What this task involves: Please work out how many of the lines below include "Caddesi". Only the number should be given.

Recorded information:
----
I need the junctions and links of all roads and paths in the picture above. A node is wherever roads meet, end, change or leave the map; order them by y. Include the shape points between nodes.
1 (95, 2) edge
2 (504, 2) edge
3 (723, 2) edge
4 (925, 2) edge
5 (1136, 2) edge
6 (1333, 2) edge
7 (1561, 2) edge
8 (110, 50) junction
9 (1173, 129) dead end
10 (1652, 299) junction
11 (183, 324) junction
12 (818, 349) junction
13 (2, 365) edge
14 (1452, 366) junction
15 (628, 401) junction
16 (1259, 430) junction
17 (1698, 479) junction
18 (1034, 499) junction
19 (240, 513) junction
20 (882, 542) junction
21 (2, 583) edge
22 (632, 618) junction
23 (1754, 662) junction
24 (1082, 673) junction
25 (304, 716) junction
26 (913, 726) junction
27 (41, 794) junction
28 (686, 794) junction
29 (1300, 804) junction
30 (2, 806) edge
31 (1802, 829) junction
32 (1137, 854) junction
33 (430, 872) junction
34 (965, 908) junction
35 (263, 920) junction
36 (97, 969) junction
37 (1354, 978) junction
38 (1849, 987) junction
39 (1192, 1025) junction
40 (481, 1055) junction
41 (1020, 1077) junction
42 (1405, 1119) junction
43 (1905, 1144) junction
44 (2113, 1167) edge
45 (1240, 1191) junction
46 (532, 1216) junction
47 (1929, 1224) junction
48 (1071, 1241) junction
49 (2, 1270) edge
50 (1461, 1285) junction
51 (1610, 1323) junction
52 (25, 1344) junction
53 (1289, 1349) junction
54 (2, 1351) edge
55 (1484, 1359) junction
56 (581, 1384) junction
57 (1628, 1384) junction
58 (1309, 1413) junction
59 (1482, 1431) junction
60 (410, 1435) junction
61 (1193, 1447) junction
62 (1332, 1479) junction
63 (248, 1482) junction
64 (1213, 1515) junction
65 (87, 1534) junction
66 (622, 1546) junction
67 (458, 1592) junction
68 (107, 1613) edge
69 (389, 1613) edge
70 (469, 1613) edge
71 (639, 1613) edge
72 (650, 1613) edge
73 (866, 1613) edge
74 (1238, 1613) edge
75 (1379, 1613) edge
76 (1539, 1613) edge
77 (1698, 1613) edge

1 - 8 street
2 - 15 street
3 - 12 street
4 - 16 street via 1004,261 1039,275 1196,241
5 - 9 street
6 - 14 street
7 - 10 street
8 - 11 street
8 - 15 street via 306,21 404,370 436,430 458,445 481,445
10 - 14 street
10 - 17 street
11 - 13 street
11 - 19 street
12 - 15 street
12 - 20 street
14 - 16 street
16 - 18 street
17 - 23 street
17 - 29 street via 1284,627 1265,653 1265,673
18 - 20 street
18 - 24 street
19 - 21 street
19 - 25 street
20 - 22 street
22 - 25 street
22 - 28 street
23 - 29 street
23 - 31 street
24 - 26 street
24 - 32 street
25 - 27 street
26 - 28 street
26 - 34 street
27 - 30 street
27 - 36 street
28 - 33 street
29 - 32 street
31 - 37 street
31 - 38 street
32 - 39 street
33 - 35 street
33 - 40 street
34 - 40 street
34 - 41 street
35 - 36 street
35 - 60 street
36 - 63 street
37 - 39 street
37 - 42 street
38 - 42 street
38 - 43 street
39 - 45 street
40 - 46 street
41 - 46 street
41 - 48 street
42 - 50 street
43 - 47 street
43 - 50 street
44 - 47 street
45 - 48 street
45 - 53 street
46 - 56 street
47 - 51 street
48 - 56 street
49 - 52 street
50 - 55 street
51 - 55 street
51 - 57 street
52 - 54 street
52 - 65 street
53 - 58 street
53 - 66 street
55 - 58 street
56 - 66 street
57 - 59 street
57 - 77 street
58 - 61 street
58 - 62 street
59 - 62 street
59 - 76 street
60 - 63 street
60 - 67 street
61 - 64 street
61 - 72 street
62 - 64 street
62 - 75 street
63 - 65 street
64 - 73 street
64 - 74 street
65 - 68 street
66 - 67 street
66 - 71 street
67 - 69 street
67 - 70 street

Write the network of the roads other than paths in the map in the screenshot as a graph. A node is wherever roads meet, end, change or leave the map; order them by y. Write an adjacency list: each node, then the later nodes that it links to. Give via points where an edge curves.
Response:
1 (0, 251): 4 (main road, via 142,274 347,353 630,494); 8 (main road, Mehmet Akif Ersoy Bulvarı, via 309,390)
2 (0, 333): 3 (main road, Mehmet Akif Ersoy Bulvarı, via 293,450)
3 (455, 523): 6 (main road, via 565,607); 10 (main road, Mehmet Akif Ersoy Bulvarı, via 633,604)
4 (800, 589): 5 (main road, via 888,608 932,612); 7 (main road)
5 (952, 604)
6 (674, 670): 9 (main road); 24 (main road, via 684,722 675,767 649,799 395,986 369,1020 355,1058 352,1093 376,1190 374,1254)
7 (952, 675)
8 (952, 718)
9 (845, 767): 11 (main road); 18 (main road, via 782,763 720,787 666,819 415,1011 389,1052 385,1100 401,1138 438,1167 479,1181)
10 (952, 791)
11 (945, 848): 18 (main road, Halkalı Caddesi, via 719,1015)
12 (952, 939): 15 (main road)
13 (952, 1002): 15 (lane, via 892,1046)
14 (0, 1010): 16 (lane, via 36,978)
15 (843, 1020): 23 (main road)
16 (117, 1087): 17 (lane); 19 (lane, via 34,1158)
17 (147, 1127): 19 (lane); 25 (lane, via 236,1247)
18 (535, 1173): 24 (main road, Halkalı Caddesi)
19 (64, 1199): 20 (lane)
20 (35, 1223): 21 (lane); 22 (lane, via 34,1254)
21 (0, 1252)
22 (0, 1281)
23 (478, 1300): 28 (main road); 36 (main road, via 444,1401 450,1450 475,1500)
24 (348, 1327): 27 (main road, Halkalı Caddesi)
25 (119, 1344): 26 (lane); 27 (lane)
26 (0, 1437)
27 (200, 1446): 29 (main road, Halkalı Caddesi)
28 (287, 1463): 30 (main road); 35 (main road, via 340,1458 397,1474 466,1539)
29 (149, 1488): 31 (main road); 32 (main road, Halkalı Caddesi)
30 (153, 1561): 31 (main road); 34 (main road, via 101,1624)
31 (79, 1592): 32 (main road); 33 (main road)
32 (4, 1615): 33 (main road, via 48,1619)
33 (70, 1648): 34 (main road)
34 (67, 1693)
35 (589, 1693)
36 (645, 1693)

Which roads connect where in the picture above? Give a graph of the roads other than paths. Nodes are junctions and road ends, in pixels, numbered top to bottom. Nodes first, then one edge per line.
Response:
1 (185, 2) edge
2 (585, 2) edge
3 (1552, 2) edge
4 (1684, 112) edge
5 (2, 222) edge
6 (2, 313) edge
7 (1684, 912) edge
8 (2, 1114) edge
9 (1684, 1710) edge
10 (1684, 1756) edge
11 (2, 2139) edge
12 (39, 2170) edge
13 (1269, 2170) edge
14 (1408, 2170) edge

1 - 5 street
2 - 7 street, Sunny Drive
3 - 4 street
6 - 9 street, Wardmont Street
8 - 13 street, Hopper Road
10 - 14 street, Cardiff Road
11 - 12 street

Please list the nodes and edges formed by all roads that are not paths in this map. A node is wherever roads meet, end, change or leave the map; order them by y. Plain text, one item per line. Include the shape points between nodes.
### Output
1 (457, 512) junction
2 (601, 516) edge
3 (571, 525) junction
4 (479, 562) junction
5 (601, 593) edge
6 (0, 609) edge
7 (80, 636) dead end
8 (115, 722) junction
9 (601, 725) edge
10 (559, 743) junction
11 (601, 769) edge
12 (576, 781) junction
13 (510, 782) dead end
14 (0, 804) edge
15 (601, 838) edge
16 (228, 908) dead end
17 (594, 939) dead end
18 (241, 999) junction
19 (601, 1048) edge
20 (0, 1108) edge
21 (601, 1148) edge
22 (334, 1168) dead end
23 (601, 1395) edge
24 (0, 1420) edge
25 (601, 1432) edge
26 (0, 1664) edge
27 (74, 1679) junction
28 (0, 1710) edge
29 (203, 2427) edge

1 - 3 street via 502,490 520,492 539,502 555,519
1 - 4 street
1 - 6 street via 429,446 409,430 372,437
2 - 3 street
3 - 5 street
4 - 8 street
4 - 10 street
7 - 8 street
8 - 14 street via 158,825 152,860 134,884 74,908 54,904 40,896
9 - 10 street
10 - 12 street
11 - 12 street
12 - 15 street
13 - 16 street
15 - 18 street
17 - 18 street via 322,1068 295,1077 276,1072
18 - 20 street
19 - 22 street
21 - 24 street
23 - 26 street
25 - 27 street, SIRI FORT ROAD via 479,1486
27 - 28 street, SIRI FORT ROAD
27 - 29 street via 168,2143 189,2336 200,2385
----
Result for this task: 5